Darillo stood and didn’t wipe himself off or adjust his clothes,
which had pulled to the side and bunched in a thick, awkward lump. “I’m your fuckin’ boss, I’m paying you.”
“Listen, it’s your girl got mugged, right? Your daughter. So I’m giving you a break. But you are not my boss. You’re not Sergei’s boss either, and he’s the guy you’re paying. And you’re not paying. Other people are paying me because they want you out of it, because, as evidenced by you sneaking up on someone you know to be a killer for hire, they think you’re a little too emotionally invested in this situation.”
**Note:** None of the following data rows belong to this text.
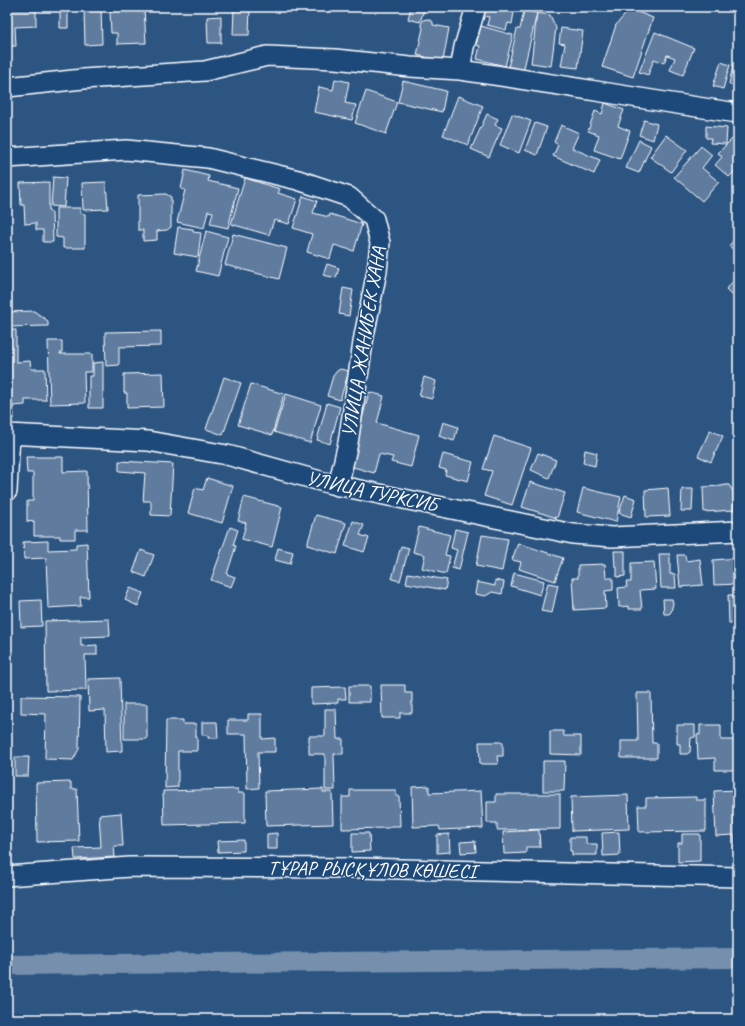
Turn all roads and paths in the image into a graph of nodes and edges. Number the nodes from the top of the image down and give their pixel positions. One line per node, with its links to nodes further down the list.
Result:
1 (476, 7): 2 (street)
2 (460, 70): 3 (street); 4 (street)
3 (7, 87)
4 (738, 113)
5 (7, 158): 7 (street, УЛИЦА ЖАНИБЕК ХАНА)
6 (9, 434): 7 (street, УЛИЦА ТУРКСИБ); 8 (street)
7 (338, 486): 9 (street, УЛИЦА ТУРКСИБ)
8 (7, 491)
9 (738, 531)
10 (7, 876): 11 (street, ТҰРАР РЫСҚҰЛОВ КӨШЕСІ)
11 (738, 877)

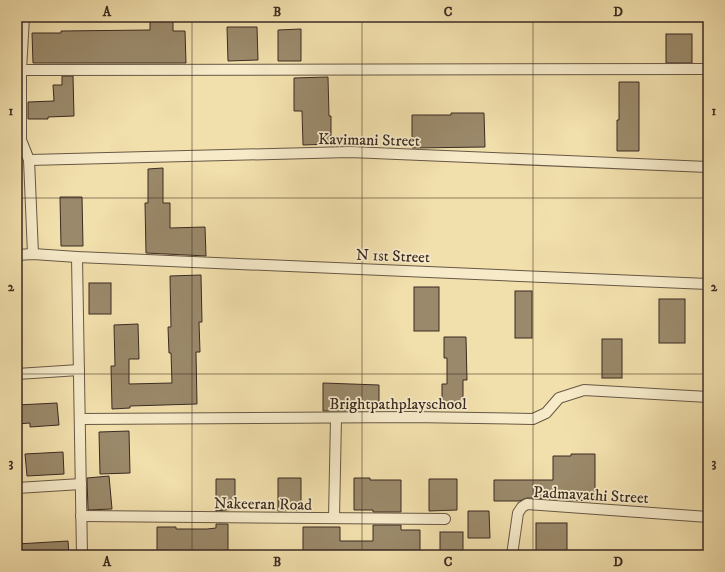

Darillo finally straightened his shirt, jeans still weirdly low-slung and gaping to the side. “You’re right, and you’re wrong. I’m here to tell you that they trust you. And if you can do your cuteshit and get them the computer back, you’ll get your money. But they’re also letting me take my six oldest, ugliest friends to Campbell River to wait this out. And you’re gonna keep me updated, upfuckingseconded, on your progress. And if you take too long, or make a fucking cunt-ass nuisance of yourself . . .”
“I’m as vulgar as the next person, but was that necessary?”
“They will call it in. And I will take the ferry over with my boys, and we will make it rain all over that island. And if you get wet, that’s no one’s fuckin’ concern but yours and your priest’s.” Darillo paused for the medium-horrible second it took for Greta to know he wasn’t bluffing. “Call whoever the fuck you think your boss is and check it out, little girl. Sergei was supposed to give you the news, but I’m a hands-on sort of a guy, and this fuckin’ Marlo held a blade to my daughter’s throat. So I thought I’d let you know.” He took a step forward and Greta raised the gun evenly.